At first glance, RW seems to clash with the NFL theorem. If no method does better than any other, how could RW learn to favour one over time? However, Schurz and Thorn show that this apparent conflict disappears, for three important reasons.
Firstly, in the long run, RW consistently does better than one would expect based on the NFL theorem, because the NFL theorem assigns a probability of zero to regular possible worlds in which induction can be successful. For this reason, RW does get free lunches after all. Returning to our flashing light experiment, RW tracks several approaches, including induction, anti-induction, and random guessing.
Over time, RW shifts its weight toward the best-performing strategies. So, if the light keeps flashing red, RW will gradually learn that induction is the most reliable guide, and it will predict red more confidently. As a result, it reduces errors far more effectively than any fixed strategy.
Secondly, Schurz and Thorn point out that the NFL theorem only holds under a very unrealistic assumption: that all possible light sequences are equally likely. If this was really the case, the world is so unpredictable that no strategy can succeed. But in reality, scientists can discover structure, patterns, and regularities in virtually every system they study – from atomic-scale reactions to the motions of galaxies.
These patterns are precisely what make learning and prediction possible. While RW thrives in realistic environments, the NFL theorem is only relevant in fully chaotic systems – which are far rarer.
Finally, RW doesn’t just work in the long run. Schurz and Thorn show that it also performs well in short-term scenarios. In our experiment, RW can start identifying which strategies are working after just a handful of light flashes, and will shift toward them accordingly. That means even with limited data, it can already begin to favour inductive inferences when they prove to be the most effective method – reducing mistakes faster than strategies that stick rigidly to one method.
Taken together, these three results form a strong rebuttal to the NFL theorem, and Hume’s original critique of inductive reasoning. While RW doesn’t claim that induction is always right, it does show that induction is the best-performing strategy in environments that have at least some kind of regularity, including most of the real-world systems that scientists actually study. Most importantly, RW allows us to adopt inductive reasoning without assuming in advance that it works, avoiding the circular logic that Hume warned about.
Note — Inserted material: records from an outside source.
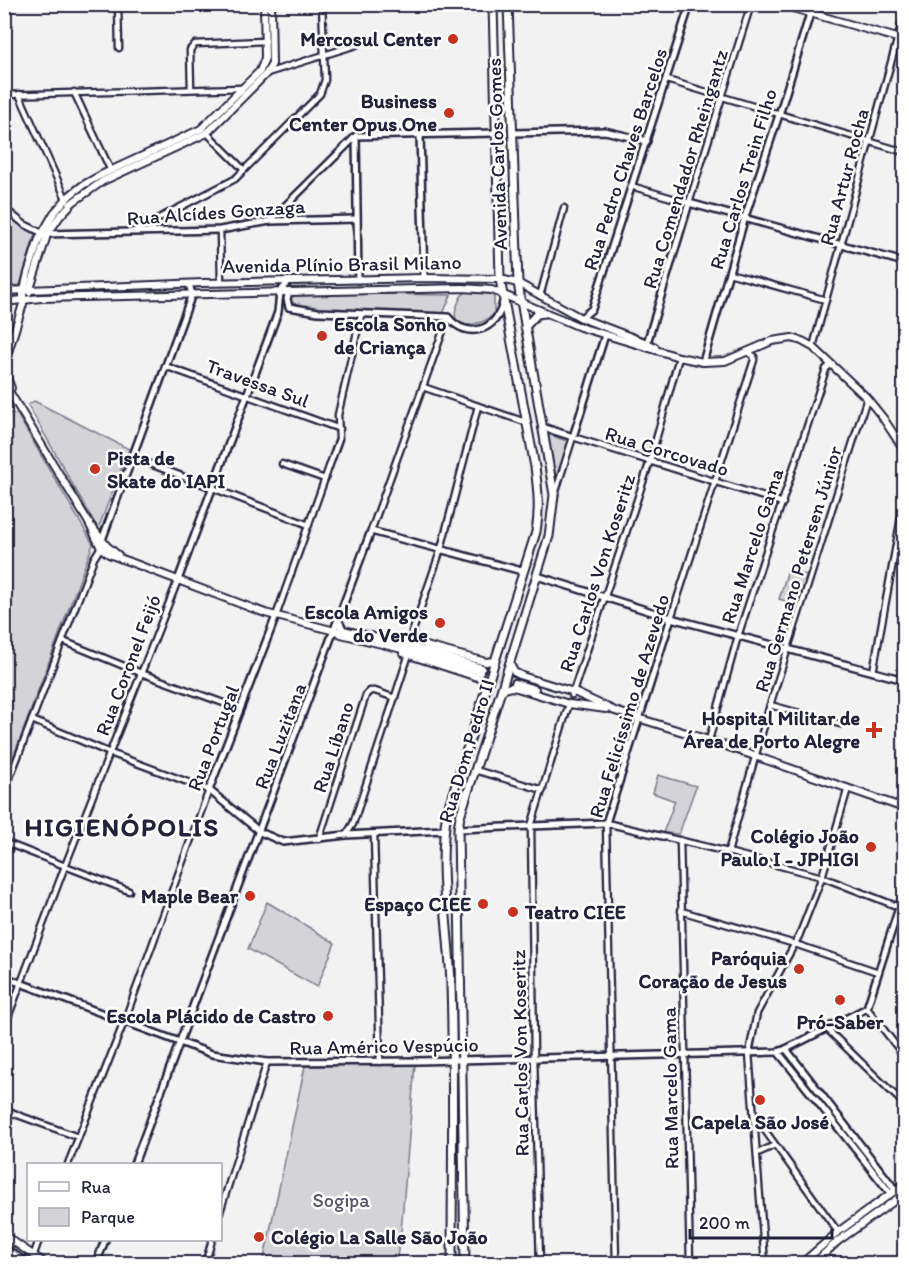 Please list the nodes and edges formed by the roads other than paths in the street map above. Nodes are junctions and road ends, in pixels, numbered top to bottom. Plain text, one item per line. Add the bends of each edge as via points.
1 (118, 4) edge
2 (264, 4) edge
3 (271, 4) edge
4 (322, 4) edge
5 (493, 4) edge
6 (508, 4) edge
7 (690, 4) edge
8 (751, 4) edge
9 (779, 4) edge
10 (813, 4) edge
11 (810, 13) junction
12 (904, 15) edge
13 (901, 39) edge
14 (268, 40) junction
15 (356, 45) dead end
16 (119, 48) dead end
17 (323, 56) junction
18 (266, 74) junction
19 (667, 80) junction
20 (242, 88) junction
21 (191, 89) junction
22 (74, 92) junction
23 (4, 94) edge
24 (19, 94) junction
25 (722, 98) junction
26 (779, 115) junction
27 (204, 131) junction
28 (495, 133) junction
29 (513, 133) junction
30 (420, 135) junction
31 (356, 136) junction
32 (647, 141) junction
33 (869, 142) junction
34 (904, 152) edge
35 (244, 170) junction
36 (112, 173) junction
37 (631, 186) junction
38 (68, 202) junction
39 (688, 203) junction
40 (4, 208) edge
41 (564, 208) dead end
42 (745, 218) junction
43 (357, 219) junction
44 (270, 222) junction
45 (220, 230) junction
46 (131, 233) junction
47 (44, 234) junction
48 (841, 244) junction
49 (904, 262) edge
50 (729, 273) junction
51 (424, 279) junction
52 (500, 279) junction
53 (358, 280) junction
54 (289, 281) junction
55 (221, 283) junction
56 (189, 284) junction
57 (518, 284) junction
58 (28, 289) junction
59 (4, 291) edge
60 (280, 292) junction
61 (289, 292) junction
62 (192, 294) junction
63 (540, 296) junction
64 (503, 298) junction
65 (24, 300) junction
66 (826, 300) junction
67 (4, 302) edge
68 (521, 302) junction
69 (289, 307) junction
70 (278, 312) junction
71 (545, 313) junction
72 (361, 315) junction
73 (448, 317) junction
74 (581, 318) junction
75 (525, 327) junction
76 (605, 335) junction
77 (647, 343) junction
78 (813, 347) junction
79 (663, 352) junction
80 (749, 353) junction
81 (679, 357) junction
82 (703, 362) junction
83 (831, 364) junction
84 (4, 365) edge
85 (165, 366) junction
86 (4, 370) edge
87 (4, 383) edge
88 (423, 387) junction
89 (247, 396) junction
90 (4, 397) edge
91 (867, 398) junction
92 (15, 400) junction
93 (478, 406) junction
94 (525, 422) junction
95 (904, 422) edge
96 (542, 428) junction
97 (340, 429) junction
98 (573, 437) junction
99 (899, 441) junction
100 (904, 450) edge
101 (132, 457) junction
102 (650, 461) junction
103 (282, 464) dead end
104 (325, 479) junction
105 (716, 481) junction
106 (212, 488) junction
107 (554, 495) junction
108 (904, 501) edge
109 (783, 503) junction
110 (89, 523) junction
111 (309, 525) junction
112 (371, 531) junction
113 (102, 540) junction
114 (101, 548) junction
115 (441, 549) junction
116 (126, 560) junction
117 (522, 571) junction
118 (537, 576) junction
119 (178, 580) junction
120 (606, 598) junction
121 (276, 616) junction
122 (671, 618) junction
123 (339, 622) junction
124 (343, 630) junction
125 (335, 631) junction
126 (738, 636) junction
127 (63, 641) junction
128 (409, 648) junction
129 (789, 649) junction
130 (494, 662) junction
131 (510, 663) junction
132 (481, 670) tunnel mouth
133 (873, 672) junction
134 (141, 674) junction
135 (904, 680) edge
136 (487, 686) junction
137 (501, 691) junction
138 (573, 693) junction
139 (395, 698) junction
140 (569, 704) junction
141 (593, 705) junction
142 (770, 705) junction
143 (240, 709) junction
144 (639, 718) junction
145 (32, 720) junction
146 (840, 724) dead end
147 (709, 740) junction
148 (110, 753) junction
149 (755, 756) junction
150 (475, 770) junction
151 (848, 788) junction
152 (209, 790) junction
153 (543, 790) junction
154 (4, 793) edge
155 (904, 808) edge
156 (606, 823) junction
157 (353, 824) junction
158 (531, 826) junction
159 (458, 829) junction
160 (444, 830) junction
161 (260, 832) junction
162 (360, 834) junction
163 (374, 834) junction
164 (346, 835) junction
165 (319, 839) junction
166 (680, 840) junction
167 (4, 842) edge
168 (728, 852) junction
169 (65, 866) junction
170 (822, 878) junction
171 (129, 891) dead end
172 (904, 892) edge
173 (899, 907) junction
174 (681, 911) junction
175 (795, 944) junction
176 (878, 972) junction
177 (4, 977) edge
178 (21, 983) junction
179 (867, 1008) junction
180 (124, 1022) junction
181 (4, 1028) edge
182 (826, 1028) junction
183 (181, 1043) junction
184 (786, 1049) junction
185 (778, 1052) junction
186 (749, 1053) junction
187 (684, 1054) junction
188 (904, 1056) edge
189 (612, 1057) junction
190 (534, 1058) junction
191 (453, 1060) junction
192 (462, 1060) junction
193 (267, 1062) junction
194 (380, 1062) junction
195 (804, 1074) junction
196 (799, 1078) junction
197 (816, 1095) junction
198 (904, 1104) edge
199 (4, 1110) edge
200 (754, 1116) junction
201 (78, 1137) junction
202 (775, 1145) junction
203 (758, 1153) junction
204 (68, 1163) edge
205 (134, 1163) edge
206 (904, 1184) edge
207 (893, 1192) junction
208 (901, 1198) edge
209 (222, 1206) edge
210 (904, 1209) edge
211 (838, 1232) junction
212 (4, 1235) edge
213 (38, 1241) edge
214 (104, 1241) edge
215 (211, 1241) edge
216 (4, 1248) edge
217 (34, 1254) junction
218 (823, 1254) junction
219 (28, 1263) edge
220 (46, 1263) edge
221 (96, 1263) edge
222 (205, 1263) edge
223 (452, 1263) edge
224 (465, 1263) edge
225 (540, 1263) edge
226 (616, 1263) edge
227 (690, 1263) edge
228 (765, 1263) edge
229 (801, 1263) edge
230 (813, 1263) edge
231 (834, 1263) edge

1 - 16 street
2 - 14 main road
3 - 14 main road
4 - 17 street
5 - 28 main road, Avenida Carlos Gomes
6 - 29 main road, Avenida Carlos Gomes
7 - 19 street, Rua Pedro Chaves Barcelos
8 - 25 street, Rua Comendador Rheingantz
9 - 11 main road
10 - 11 street, Rua Carlos Trein Filho
11 - 13 main road
11 - 26 street, Rua Carlos Trein Filho
12 - 13 street, Rua Artur Rocha
13 - 33 street, Rua Artur Rocha
14 - 18 main road via 272,64
14 - 20 main road via 263,65
14 - 21 street via 191,46
15 - 17 street
17 - 18 street
17 - 35 street via 325,80 320,94
18 - 27 main road
19 - 25 street
19 - 32 street, Rua Pedro Chaves Barcelos
20 - 21 street
20 - 27 main road
21 - 22 street
22 - 24 street
22 - 36 street
23 - 24 street
24 - 38 street
25 - 26 street
25 - 39 street, Rua Comendador Rheingantz
26 - 33 street
26 - 42 street, Rua Carlos Trein Filho
27 - 35 street
27 - 36 main road
28 - 30 street
28 - 52 main road, Avenida Carlos Gomes
29 - 32 street via 605,131
29 - 57 main road, Avenida Carlos Gomes
30 - 31 street
30 - 51 street
31 - 43 street
31 - 44 street
32 - 37 street, Rua Pedro Chaves Barcelos
33 - 34 street
33 - 48 street, Rua Artur Rocha
35 - 46 street via 235,179
36 - 38 main road via 83,185
37 - 39 street
37 - 74 street, Rua Pedro Chaves Barcelos via 592,309
38 - 47 main road via 54,213
39 - 42 street
39 - 77 street, Rua Comendador Rheingantz
40 - 47 street
41 - 63 street
42 - 48 street
42 - 50 street, Rua Carlos Trein Filho
43 - 44 street, Rua Alcídes Gonzaga
43 - 53 street
44 - 45 street, Rua Alcídes Gonzaga
45 - 46 street, Rua Alcídes Gonzaga
45 - 55 street
46 - 47 street, Rua Alcídes Gonzaga
47 - 58 main road via 32,258
48 - 49 street
48 - 66 street, Rua Artur Rocha
50 - 66 street
50 - 82 street, Rua Carlos Trein Filho
51 - 52 main road, Avenida Plínio Brasil Milano
51 - 53 main road, Avenida Plínio Brasil Milano
52 - 57 main road, Avenida Plínio Brasil Milano
52 - 64 main road, Avenida Carlos Gomes
53 - 54 main road, Avenida Plínio Brasil Milano
54 - 55 main road, Avenida Plínio Brasil Milano
54 - 60 street
55 - 56 main road, Avenida Plínio Brasil Milano
56 - 58 main road, Avenida Plínio Brasil Milano
56 - 62 street
57 - 63 main road, Avenida Plínio Brasil Milano
57 - 68 main road, Avenida Carlos Gomes
58 - 59 main road, Avenida Plínio Brasil Milano
58 - 65 main road
60 - 61 main road, Avenida Plínio Brasil Milano
60 - 62 main road, Avenida Plínio Brasil Milano
60 - 70 street, Rua Coronel Feijó
61 - 64 main road, Avenida Plínio Brasil Milano via 463,288 492,290
61 - 69 street
62 - 65 main road, Avenida Plínio Brasil Milano
62 - 85 street
63 - 74 main road, Avenida Plínio Brasil Milano
64 - 68 main road, Avenida Plínio Brasil Milano
64 - 73 street via 501,313 486,327 465,330
64 - 94 main road, Avenida Carlos Gomes
65 - 67 main road, Avenida Plínio Brasil Milano
65 - 84 main road
66 - 78 street, Rua Artur Rocha
68 - 71 main road, Avenida Plínio Brasil Milano
68 - 75 main road, Avenida Carlos Gomes
69 - 70 street
69 - 72 street
70 - 89 street, Rua Coronel Feijó
71 - 75 main road via 537,314
71 - 76 main road, Avenida Plínio Brasil Milano
72 - 73 street
72 - 97 street, Rua Portugal via 338,415
73 - 88 street, Rua Luzitana
74 - 77 main road, Avenida Plínio Brasil Milano
75 - 96 main road, Avenida Carlos Gomes
76 - 79 main road, Avenida Plínio Brasil Milano
76 - 98 street, Rua Dom Pedro II
77 - 79 main road, Avenida Plínio Brasil Milano
78 - 80 main road, Avenida Plínio Brasil Milano via 792,338 772,341
78 - 83 main road, Avenida Plínio Brasil Milano
79 - 81 main road, Avenida Plínio Brasil Milano
80 - 82 main road, Avenida Plínio Brasil Milano via 725,361
80 - 105 street, Rua Felicíssimo de Azevedo via 754,360
81 - 82 main road, Avenida Plínio Brasil Milano
81 - 102 street, Rua Carlos Von Koseritz
83 - 91 main road, Avenida Plínio Brasil Milano
83 - 109 street, Rua Marcelo Gama via 826,369
85 - 89 street, Travessa Sul
85 - 101 street
86 - 92 main road
87 - 92 main road
88 - 93 street
88 - 112 street, Rua Luzitana
89 - 97 street, Travessa Sul
89 - 106 street, Rua Coronel Feijó
90 - 92 main road
91 - 99 main road, Avenida Plínio Brasil Milano
91 - 129 street, Rua Germano Petersen Júnior
92 - 110 main road
93 - 94 street
93 - 115 street
94 - 117 main road, Rua Dom Pedro II via 539,498 536,532
95 - 99 street
96 - 98 street, Rua Corcovado
96 - 107 main road, Avenida Carlos Gomes
97 - 104 street, Rua Portugal
98 - 102 street, Rua Corcovado
98 - 107 street, Rua Dom Pedro II
99 - 100 main road, Avenida Plínio Brasil Milano
101 - 106 street
101 - 113 street
102 - 105 street, Rua Corcovado
102 - 120 street, Rua Carlos Von Koseritz
103 - 104 street
104 - 111 street, Rua Portugal
105 - 109 street, Rua Corcovado
105 - 122 street, Rua Felicíssimo de Azevedo
106 - 111 street
106 - 119 street, Rua Coronel Feijó
107 - 118 main road, Rua Dom Pedro II via 549,536
108 - 133 street
109 - 126 street, Rua Marcelo Gama
110 - 113 main road
110 - 114 main road
111 - 121 street, Rua Portugal
112 - 115 street
112 - 123 street, Rua Luzitana
113 - 114 street
113 - 116 main road
114 - 116 main road
114 - 127 street
115 - 117 street
115 - 128 street
116 - 119 main road
117 - 130 main road, Rua Dom Pedro II
118 - 120 street
118 - 131 main road, Rua Dom Pedro II
119 - 121 main road
119 - 134 street, Rua Coronel Feijó
120 - 122 street
120 - 138 street, Rua Carlos Von Koseritz
121 - 125 main road
121 - 143 street, Rua Portugal
122 - 126 street
122 - 144 street, Rua Felicíssimo de Azevedo
123 - 124 main road
123 - 125 street, Rua Luzitana
124 - 125 main road
124 - 128 main road
125 - 128 main road
125 - 161 street, Rua Luzitana
126 - 129 street
126 - 147 street, Rua Marcelo Gama
127 - 134 street
127 - 145 street
128 - 130 main road
128 - 132 main road
128 - 136 main road via 480,678
128 - 139 street
129 - 133 street
129 - 142 street, Rua Germano Petersen Júnior
130 - 136 main road, Rua Dom Pedro II
131 - 137 main road, Rua Dom Pedro II
131 - 138 main road via 514,672 522,676
133 - 135 street
134 - 143 street
134 - 148 street, Rua Coronel Feijó
136 - 160 main road, Rua Dom Pedro II
137 - 140 main road via 517,688
137 - 150 main road, Rua Dom Pedro II
138 - 141 main road
138 - 141 main road via 516,681
139 - 157 street
139 - 165 street, Rua Líbano via 375,691 366,694
140 - 141 main road
140 - 153 street, Rua Carlos Von Koseritz
141 - 144 main road
142 - 146 street
142 - 149 street, Rua Germano Petersen Júnior
143 - 152 street, Rua Portugal
144 - 147 main road
144 - 156 street, Rua Felicíssimo de Azevedo
145 - 148 street
145 - 154 street
147 - 149 main road
148 - 152 street
148 - 169 street, Rua Coronel Feijó
149 - 151 main road
149 - 168 street, Rua Germano Petersen Júnior
150 - 153 street
150 - 159 main road, Rua Dom Pedro II
151 - 155 main road
151 - 170 street
152 - 161 street
152 - 180 street, Rua Portugal
153 - 158 street, Rua Carlos Von Koseritz
156 - 158 street
156 - 166 street
156 - 189 street, Rua Felicíssimo de Azevedo
157 - 162 street
157 - 164 street
158 - 159 street
158 - 190 street, Rua Carlos Von Koseritz
159 - 192 main road, Rua Dom Pedro II
160 - 163 street
160 - 191 main road, Rua Dom Pedro II
161 - 165 street via 283,842
161 - 183 street, Rua Luzitana
162 - 163 street
162 - 164 street
163 - 194 street
164 - 165 street
166 - 168 street
166 - 174 street, Rua Marcelo Gama
167 - 169 street
168 - 170 street
169 - 171 street
169 - 178 street, Rua Coronel Feijó
170 - 173 street
170 - 175 street
172 - 173 street
173 - 176 street
174 - 175 street
174 - 187 street, Rua Marcelo Gama
175 - 176 street
175 - 186 street via 757,1013
176 - 179 street
177 - 178 street, Rua Américo Vespúcio
178 - 180 street, Rua Américo Vespúcio
178 - 181 street, Rua Coronel Feijó
179 - 182 street, Rua Américo Vespúcio
179 - 188 street
180 - 183 street, Rua Américo Vespúcio
180 - 201 street, Rua Portugal
182 - 184 street, Rua Américo Vespúcio
182 - 198 street
183 - 193 street, Rua Américo Vespúcio via 212,1054
183 - 205 street, Rua Luzitana
184 - 185 street, Rua Américo Vespúcio
184 - 195 street
185 - 186 street, Rua Américo Vespúcio
185 - 196 street
186 - 187 street, Rua Américo Vespúcio
186 - 200 street
187 - 189 street, Rua Américo Vespúcio
187 - 227 street, Rua Marcelo Gama
189 - 190 street, Rua Américo Vespúcio
189 - 226 street, Rua Felicíssimo de Azevedo
190 - 192 street, Rua Américo Vespúcio
190 - 225 street, Rua Carlos Von Koseritz
191 - 192 street, Rua Américo Vespúcio
191 - 194 street, Rua Américo Vespúcio
191 - 223 main road, Rua Dom Pedro II
192 - 224 main road, Rua Dom Pedro II
193 - 194 street, Rua Américo Vespúcio
193 - 209 street
195 - 196 street
195 - 197 street
196 - 197 street
197 - 207 street
199 - 201 street
200 - 202 street
200 - 203 street
201 - 204 street, Rua Portugal
202 - 203 street
202 - 211 street
203 - 228 street
206 - 207 main road
207 - 208 street
207 - 211 main road
208 - 210 street
208 - 218 main road
211 - 229 main road
212 - 217 main road
213 - 217 street
214 - 221 street
215 - 222 street
216 - 219 main road
217 - 220 main road
218 - 230 main road
218 - 231 street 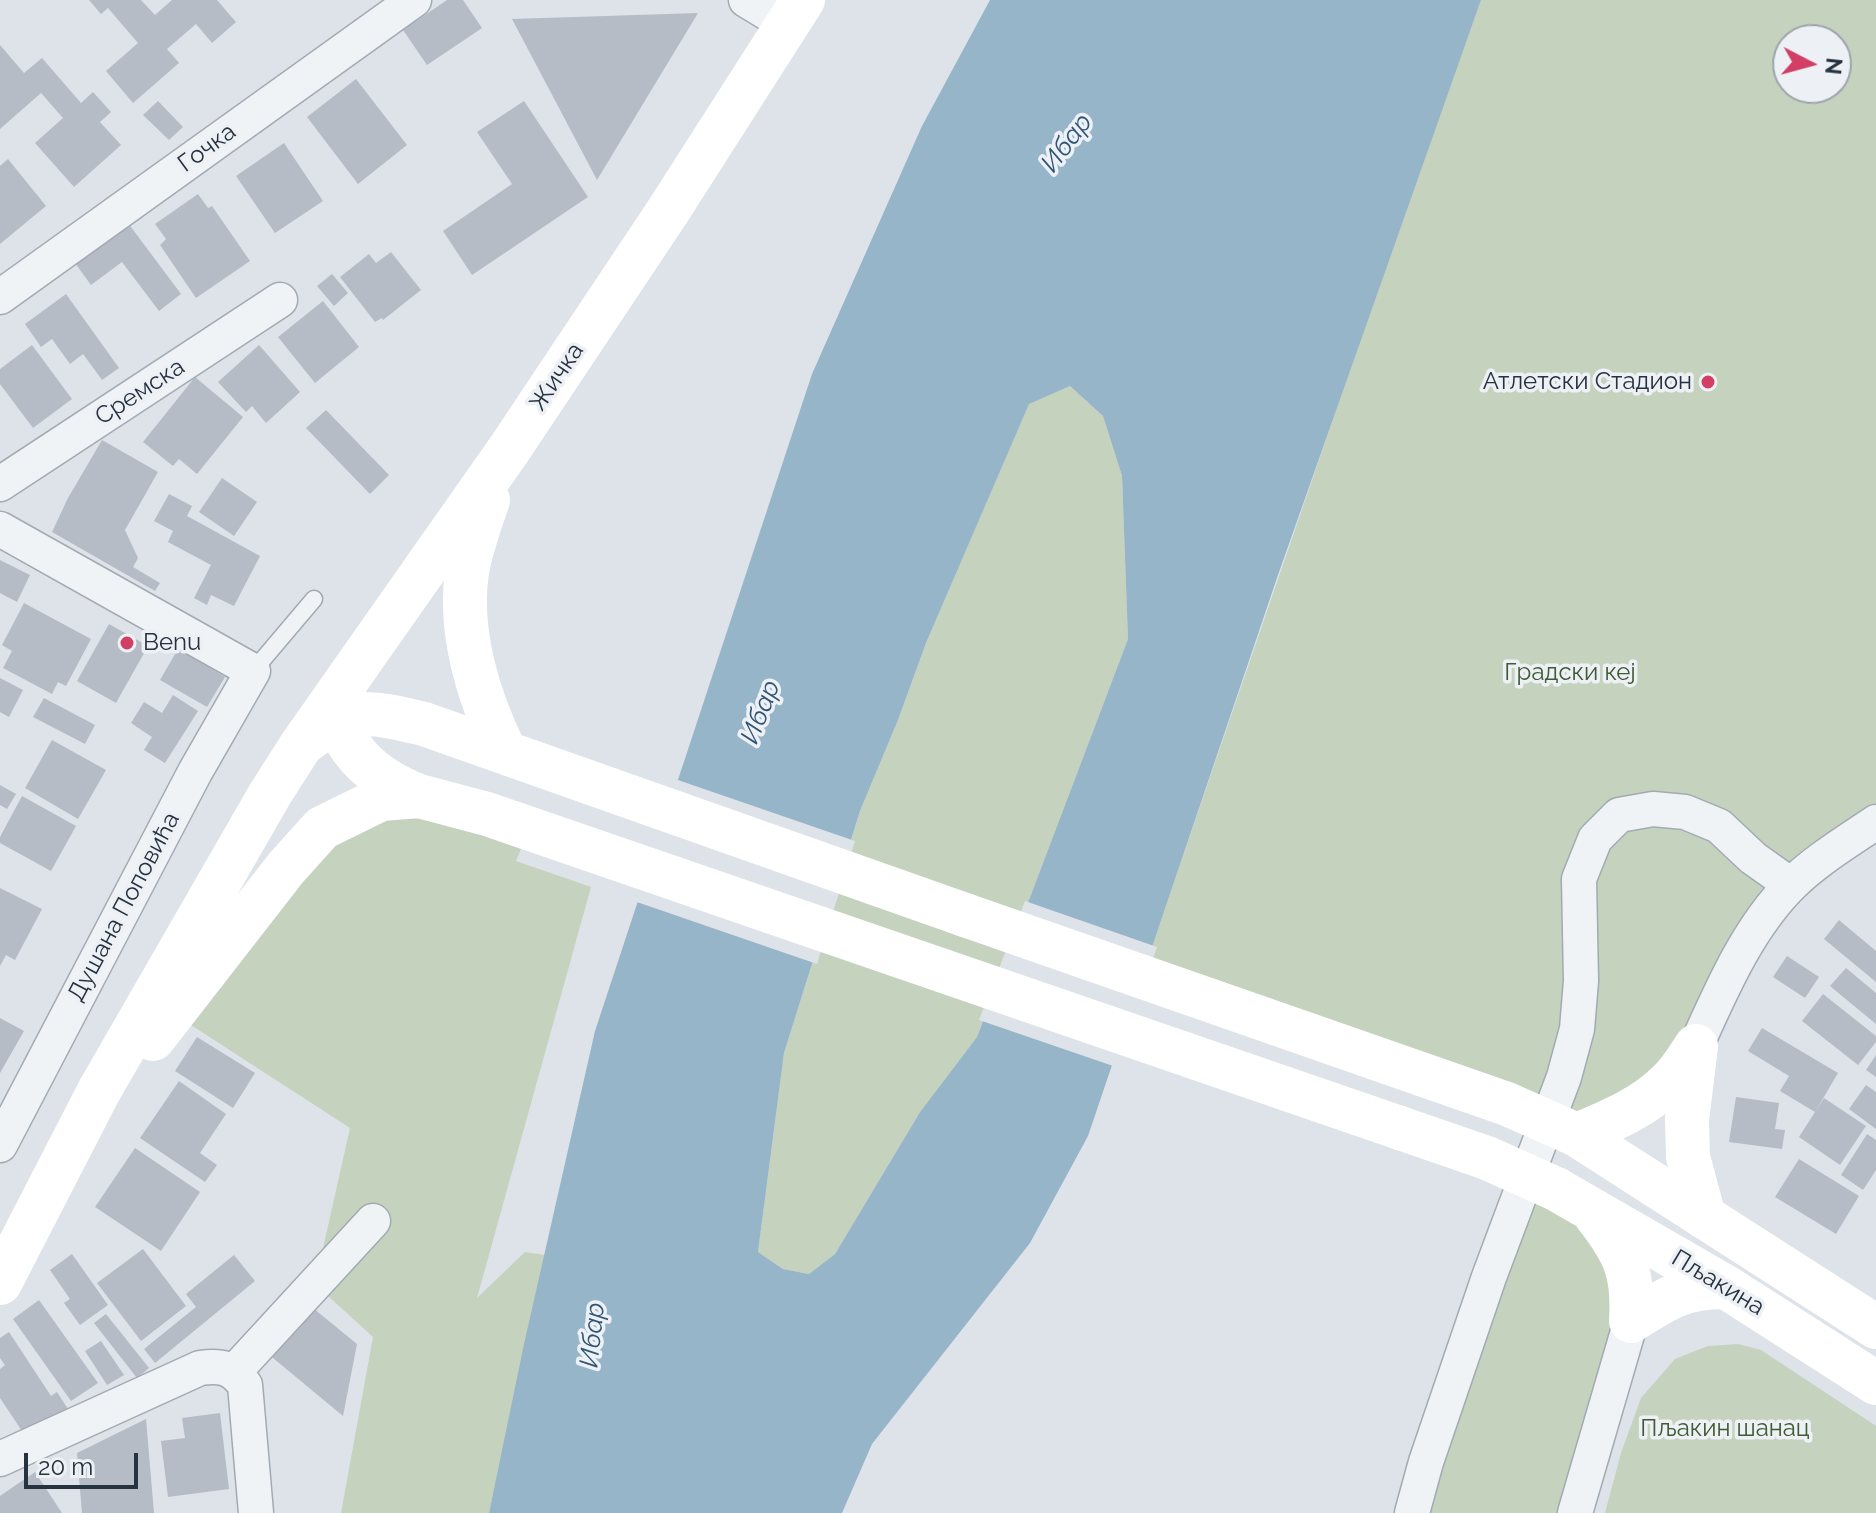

For Schurz and Thorn, this makes RW a powerful new foundation for scientific reasoning. It doesn’t just patch over Hume’s conundrum, it offers a watertight solution to one of the oldest and most troubling problems in the logic of science. Their work shows that the scientific method can be rationally justified in making predictions about the future – not by blind faith in the past, but through a method that learns, adapts, and earns its trust over time.